Problem statement ▸ From the first line to the last, retype everything below exactly, minus the pictures.

Provided data ▸
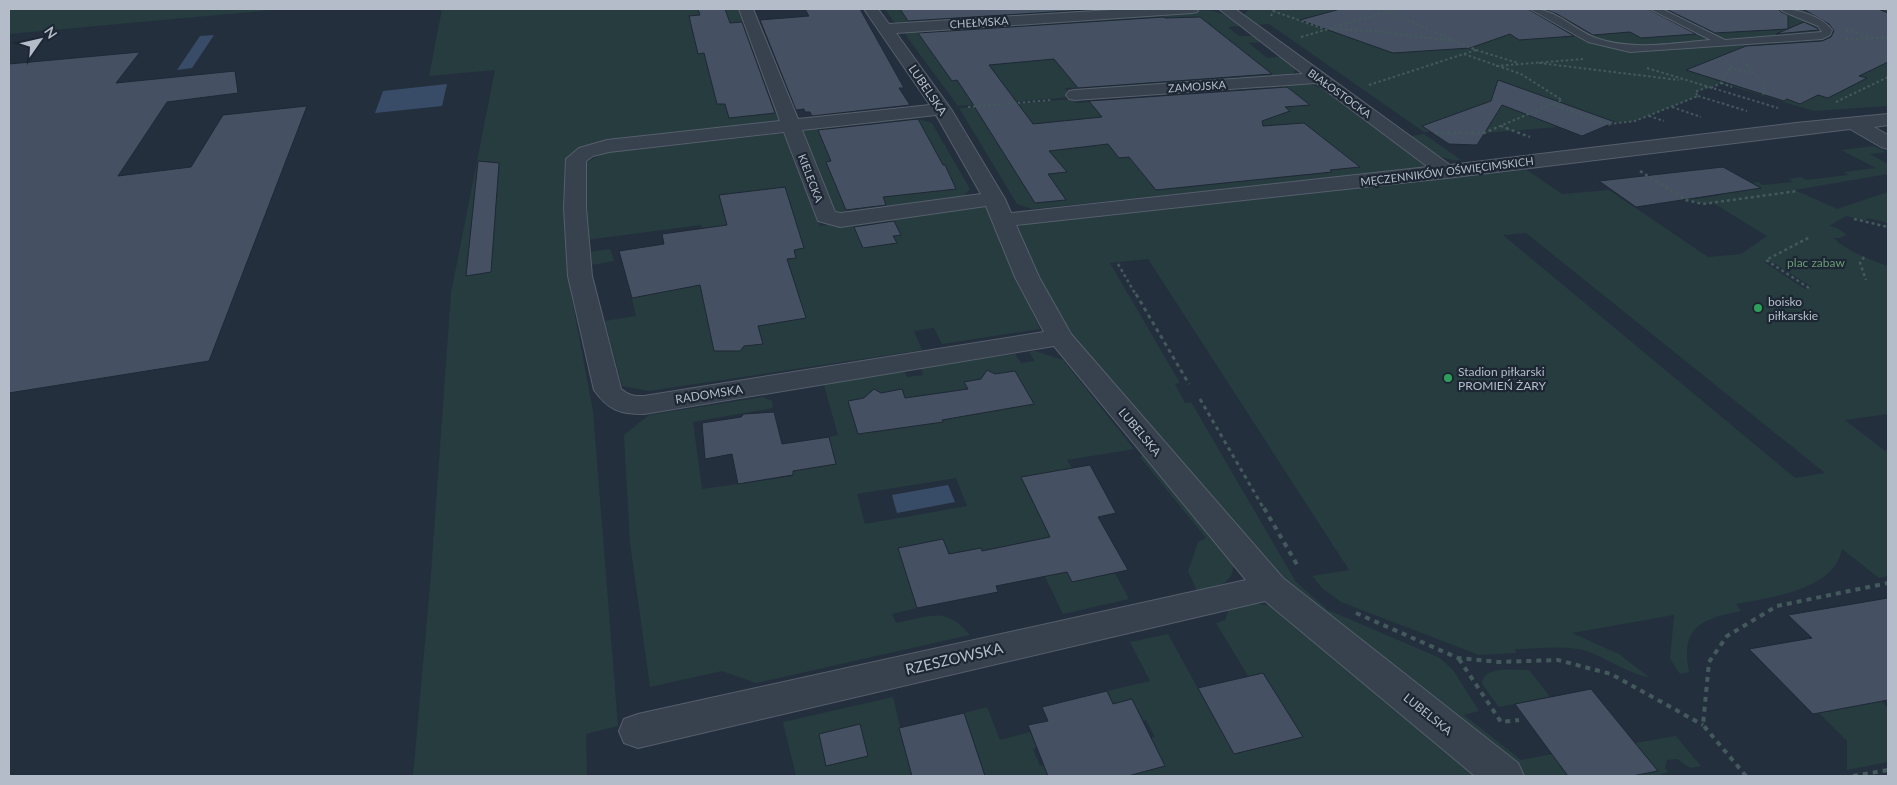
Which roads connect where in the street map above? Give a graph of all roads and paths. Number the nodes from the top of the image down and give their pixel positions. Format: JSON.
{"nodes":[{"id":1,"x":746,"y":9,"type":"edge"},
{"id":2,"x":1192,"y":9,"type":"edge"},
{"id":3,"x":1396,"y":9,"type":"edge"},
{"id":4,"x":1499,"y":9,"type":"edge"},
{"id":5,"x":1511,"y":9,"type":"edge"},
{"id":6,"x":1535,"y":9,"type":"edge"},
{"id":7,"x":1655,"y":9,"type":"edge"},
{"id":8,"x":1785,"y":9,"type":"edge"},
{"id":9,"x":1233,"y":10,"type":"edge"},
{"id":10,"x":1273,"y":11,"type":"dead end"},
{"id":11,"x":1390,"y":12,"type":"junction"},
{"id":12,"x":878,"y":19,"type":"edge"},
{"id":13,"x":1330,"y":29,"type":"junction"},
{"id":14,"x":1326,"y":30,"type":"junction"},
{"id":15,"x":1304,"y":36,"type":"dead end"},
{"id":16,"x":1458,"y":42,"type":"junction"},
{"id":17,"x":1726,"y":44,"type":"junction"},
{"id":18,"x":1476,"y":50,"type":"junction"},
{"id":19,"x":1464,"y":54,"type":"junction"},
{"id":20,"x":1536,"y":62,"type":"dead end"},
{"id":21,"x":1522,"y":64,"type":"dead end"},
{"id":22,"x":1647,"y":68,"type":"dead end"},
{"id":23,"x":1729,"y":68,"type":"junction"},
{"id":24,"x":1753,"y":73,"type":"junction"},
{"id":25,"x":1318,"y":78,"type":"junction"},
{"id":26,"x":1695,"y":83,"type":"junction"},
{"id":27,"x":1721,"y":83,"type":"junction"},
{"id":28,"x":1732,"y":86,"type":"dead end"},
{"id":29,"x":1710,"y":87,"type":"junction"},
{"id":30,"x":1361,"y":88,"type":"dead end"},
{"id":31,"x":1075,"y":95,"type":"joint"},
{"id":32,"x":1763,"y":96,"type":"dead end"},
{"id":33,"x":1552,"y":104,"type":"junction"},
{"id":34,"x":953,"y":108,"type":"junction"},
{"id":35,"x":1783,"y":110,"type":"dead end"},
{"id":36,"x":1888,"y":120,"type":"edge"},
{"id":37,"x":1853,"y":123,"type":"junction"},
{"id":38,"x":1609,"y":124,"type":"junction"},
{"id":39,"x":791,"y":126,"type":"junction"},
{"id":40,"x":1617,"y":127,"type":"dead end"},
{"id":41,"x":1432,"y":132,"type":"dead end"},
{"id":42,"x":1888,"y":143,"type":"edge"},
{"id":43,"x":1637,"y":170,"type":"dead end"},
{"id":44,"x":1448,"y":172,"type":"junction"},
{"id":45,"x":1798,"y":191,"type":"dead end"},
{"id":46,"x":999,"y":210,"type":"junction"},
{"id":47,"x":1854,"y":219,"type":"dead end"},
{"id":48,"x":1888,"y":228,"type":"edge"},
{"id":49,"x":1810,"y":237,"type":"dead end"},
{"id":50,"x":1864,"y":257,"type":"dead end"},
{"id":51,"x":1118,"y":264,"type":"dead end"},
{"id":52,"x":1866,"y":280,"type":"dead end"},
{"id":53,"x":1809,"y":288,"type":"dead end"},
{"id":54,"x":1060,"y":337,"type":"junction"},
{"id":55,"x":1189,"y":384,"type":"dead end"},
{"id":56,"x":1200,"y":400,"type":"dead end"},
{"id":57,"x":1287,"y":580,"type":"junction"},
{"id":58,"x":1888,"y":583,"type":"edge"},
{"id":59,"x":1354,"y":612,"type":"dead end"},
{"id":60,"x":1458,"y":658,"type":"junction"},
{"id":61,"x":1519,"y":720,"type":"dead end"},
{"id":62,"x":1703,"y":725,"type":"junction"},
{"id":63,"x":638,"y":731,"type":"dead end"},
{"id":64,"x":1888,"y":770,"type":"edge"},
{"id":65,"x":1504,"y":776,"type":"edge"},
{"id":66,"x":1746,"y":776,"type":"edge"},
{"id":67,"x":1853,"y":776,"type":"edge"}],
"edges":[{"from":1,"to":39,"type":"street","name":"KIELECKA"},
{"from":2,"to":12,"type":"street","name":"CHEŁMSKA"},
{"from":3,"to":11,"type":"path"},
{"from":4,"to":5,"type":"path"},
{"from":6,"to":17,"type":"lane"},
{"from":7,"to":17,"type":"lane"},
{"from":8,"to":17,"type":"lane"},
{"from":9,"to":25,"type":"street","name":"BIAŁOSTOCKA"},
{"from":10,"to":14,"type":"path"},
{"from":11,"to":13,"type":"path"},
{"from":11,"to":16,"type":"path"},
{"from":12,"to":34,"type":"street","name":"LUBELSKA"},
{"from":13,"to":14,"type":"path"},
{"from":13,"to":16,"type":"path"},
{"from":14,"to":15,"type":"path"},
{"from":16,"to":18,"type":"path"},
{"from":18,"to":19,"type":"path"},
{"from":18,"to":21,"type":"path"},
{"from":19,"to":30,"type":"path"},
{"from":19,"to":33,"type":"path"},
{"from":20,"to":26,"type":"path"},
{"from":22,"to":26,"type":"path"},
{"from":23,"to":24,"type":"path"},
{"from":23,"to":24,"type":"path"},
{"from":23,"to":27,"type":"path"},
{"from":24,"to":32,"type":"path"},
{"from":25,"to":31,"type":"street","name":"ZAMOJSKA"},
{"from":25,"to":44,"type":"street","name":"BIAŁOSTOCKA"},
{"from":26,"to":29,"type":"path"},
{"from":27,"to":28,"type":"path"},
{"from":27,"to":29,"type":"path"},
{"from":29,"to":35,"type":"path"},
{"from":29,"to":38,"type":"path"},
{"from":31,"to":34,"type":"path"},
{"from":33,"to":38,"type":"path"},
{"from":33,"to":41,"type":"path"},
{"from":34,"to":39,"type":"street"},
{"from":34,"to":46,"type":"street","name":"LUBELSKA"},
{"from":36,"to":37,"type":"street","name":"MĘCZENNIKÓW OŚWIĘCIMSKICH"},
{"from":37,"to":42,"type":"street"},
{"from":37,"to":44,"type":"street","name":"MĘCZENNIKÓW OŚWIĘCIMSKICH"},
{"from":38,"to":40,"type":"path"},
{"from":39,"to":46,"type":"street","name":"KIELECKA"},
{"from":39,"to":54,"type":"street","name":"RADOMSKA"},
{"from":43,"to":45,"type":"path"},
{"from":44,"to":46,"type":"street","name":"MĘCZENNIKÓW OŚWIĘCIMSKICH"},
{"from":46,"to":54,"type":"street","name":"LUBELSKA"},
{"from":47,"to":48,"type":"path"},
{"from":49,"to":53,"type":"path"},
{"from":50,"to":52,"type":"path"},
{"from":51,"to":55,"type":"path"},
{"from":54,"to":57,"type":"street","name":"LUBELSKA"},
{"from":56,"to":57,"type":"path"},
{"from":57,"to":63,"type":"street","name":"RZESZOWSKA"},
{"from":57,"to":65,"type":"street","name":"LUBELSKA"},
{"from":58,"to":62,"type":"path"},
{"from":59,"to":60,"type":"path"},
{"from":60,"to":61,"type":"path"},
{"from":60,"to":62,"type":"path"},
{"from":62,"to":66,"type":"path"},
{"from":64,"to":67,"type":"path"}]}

Task solution ▸
Which roads connect where in the street map above? Give a graph of all roads and paths. Number the nodes from the top of the image down and give their pixel positions. Format: JSON.
{"nodes":[{"id":1,"x":746,"y":9,"type":"edge"},
{"id":2,"x":1192,"y":9,"type":"edge"},
{"id":3,"x":1396,"y":9,"type":"edge"},
{"id":4,"x":1499,"y":9,"type":"edge"},
{"id":5,"x":1511,"y":9,"type":"edge"},
{"id":6,"x":1535,"y":9,"type":"edge"},
{"id":7,"x":1655,"y":9,"type":"edge"},
{"id":8,"x":1785,"y":9,"type":"edge"},
{"id":9,"x":1233,"y":10,"type":"edge"},
{"id":10,"x":1273,"y":11,"type":"dead end"},
{"id":11,"x":1390,"y":12,"type":"junction"},
{"id":12,"x":878,"y":19,"type":"edge"},
{"id":13,"x":1330,"y":29,"type":"junction"},
{"id":14,"x":1326,"y":30,"type":"junction"},
{"id":15,"x":1304,"y":36,"type":"dead end"},
{"id":16,"x":1458,"y":42,"type":"junction"},
{"id":17,"x":1726,"y":44,"type":"junction"},
{"id":18,"x":1476,"y":50,"type":"junction"},
{"id":19,"x":1464,"y":54,"type":"junction"},
{"id":20,"x":1536,"y":62,"type":"dead end"},
{"id":21,"x":1522,"y":64,"type":"dead end"},
{"id":22,"x":1647,"y":68,"type":"dead end"},
{"id":23,"x":1729,"y":68,"type":"junction"},
{"id":24,"x":1753,"y":73,"type":"junction"},
{"id":25,"x":1318,"y":78,"type":"junction"},
{"id":26,"x":1695,"y":83,"type":"junction"},
{"id":27,"x":1721,"y":83,"type":"junction"},
{"id":28,"x":1732,"y":86,"type":"dead end"},
{"id":29,"x":1710,"y":87,"type":"junction"},
{"id":30,"x":1361,"y":88,"type":"dead end"},
{"id":31,"x":1075,"y":95,"type":"joint"},
{"id":32,"x":1763,"y":96,"type":"dead end"},
{"id":33,"x":1552,"y":104,"type":"junction"},
{"id":34,"x":953,"y":108,"type":"junction"},
{"id":35,"x":1783,"y":110,"type":"dead end"},
{"id":36,"x":1888,"y":120,"type":"edge"},
{"id":37,"x":1853,"y":123,"type":"junction"},
{"id":38,"x":1609,"y":124,"type":"junction"},
{"id":39,"x":791,"y":126,"type":"junction"},
{"id":40,"x":1617,"y":127,"type":"dead end"},
{"id":41,"x":1432,"y":132,"type":"dead end"},
{"id":42,"x":1888,"y":143,"type":"edge"},
{"id":43,"x":1637,"y":170,"type":"dead end"},
{"id":44,"x":1448,"y":172,"type":"junction"},
{"id":45,"x":1798,"y":191,"type":"dead end"},
{"id":46,"x":999,"y":210,"type":"junction"},
{"id":47,"x":1854,"y":219,"type":"dead end"},
{"id":48,"x":1888,"y":228,"type":"edge"},
{"id":49,"x":1810,"y":237,"type":"dead end"},
{"id":50,"x":1864,"y":257,"type":"dead end"},
{"id":51,"x":1118,"y":264,"type":"dead end"},
{"id":52,"x":1866,"y":280,"type":"dead end"},
{"id":53,"x":1809,"y":288,"type":"dead end"},
{"id":54,"x":1060,"y":337,"type":"junction"},
{"id":55,"x":1189,"y":384,"type":"dead end"},
{"id":56,"x":1200,"y":400,"type":"dead end"},
{"id":57,"x":1287,"y":580,"type":"junction"},
{"id":58,"x":1888,"y":583,"type":"edge"},
{"id":59,"x":1354,"y":612,"type":"dead end"},
{"id":60,"x":1458,"y":658,"type":"junction"},
{"id":61,"x":1519,"y":720,"type":"dead end"},
{"id":62,"x":1703,"y":725,"type":"junction"},
{"id":63,"x":638,"y":731,"type":"dead end"},
{"id":64,"x":1888,"y":770,"type":"edge"},
{"id":65,"x":1504,"y":776,"type":"edge"},
{"id":66,"x":1746,"y":776,"type":"edge"},
{"id":67,"x":1853,"y":776,"type":"edge"}],
"edges":[{"from":1,"to":39,"type":"street","name":"KIELECKA"},
{"from":2,"to":12,"type":"street","name":"CHEŁMSKA"},
{"from":3,"to":11,"type":"path"},
{"from":4,"to":5,"type":"path"},
{"from":6,"to":17,"type":"lane"},
{"from":7,"to":17,"type":"lane"},
{"from":8,"to":17,"type":"lane"},
{"from":9,"to":25,"type":"street","name":"BIAŁOSTOCKA"},
{"from":10,"to":14,"type":"path"},
{"from":11,"to":13,"type":"path"},
{"from":11,"to":16,"type":"path"},
{"from":12,"to":34,"type":"street","name":"LUBELSKA"},
{"from":13,"to":14,"type":"path"},
{"from":13,"to":16,"type":"path"},
{"from":14,"to":15,"type":"path"},
{"from":16,"to":18,"type":"path"},
{"from":18,"to":19,"type":"path"},
{"from":18,"to":21,"type":"path"},
{"from":19,"to":30,"type":"path"},
{"from":19,"to":33,"type":"path"},
{"from":20,"to":26,"type":"path"},
{"from":22,"to":26,"type":"path"},
{"from":23,"to":24,"type":"path"},
{"from":23,"to":24,"type":"path"},
{"from":23,"to":27,"type":"path"},
{"from":24,"to":32,"type":"path"},
{"from":25,"to":31,"type":"street","name":"ZAMOJSKA"},
{"from":25,"to":44,"type":"street","name":"BIAŁOSTOCKA"},
{"from":26,"to":29,"type":"path"},
{"from":27,"to":28,"type":"path"},
{"from":27,"to":29,"type":"path"},
{"from":29,"to":35,"type":"path"},
{"from":29,"to":38,"type":"path"},
{"from":31,"to":34,"type":"path"},
{"from":33,"to":38,"type":"path"},
{"from":33,"to":41,"type":"path"},
{"from":34,"to":39,"type":"street"},
{"from":34,"to":46,"type":"street","name":"LUBELSKA"},
{"from":36,"to":37,"type":"street","name":"MĘCZENNIKÓW OŚWIĘCIMSKICH"},
{"from":37,"to":42,"type":"street"},
{"from":37,"to":44,"type":"street","name":"MĘCZENNIKÓW OŚWIĘCIMSKICH"},
{"from":38,"to":40,"type":"path"},
{"from":39,"to":46,"type":"street","name":"KIELECKA"},
{"from":39,"to":54,"type":"street","name":"RADOMSKA"},
{"from":43,"to":45,"type":"path"},
{"from":44,"to":46,"type":"street","name":"MĘCZENNIKÓW OŚWIĘCIMSKICH"},
{"from":46,"to":54,"type":"street","name":"LUBELSKA"},
{"from":47,"to":48,"type":"path"},
{"from":49,"to":53,"type":"path"},
{"from":50,"to":52,"type":"path"},
{"from":51,"to":55,"type":"path"},
{"from":54,"to":57,"type":"street","name":"LUBELSKA"},
{"from":56,"to":57,"type":"path"},
{"from":57,"to":63,"type":"street","name":"RZESZOWSKA"},
{"from":57,"to":65,"type":"street","name":"LUBELSKA"},
{"from":58,"to":62,"type":"path"},
{"from":59,"to":60,"type":"path"},
{"from":60,"to":61,"type":"path"},
{"from":60,"to":62,"type":"path"},
{"from":62,"to":66,"type":"path"},
{"from":64,"to":67,"type":"path"}]}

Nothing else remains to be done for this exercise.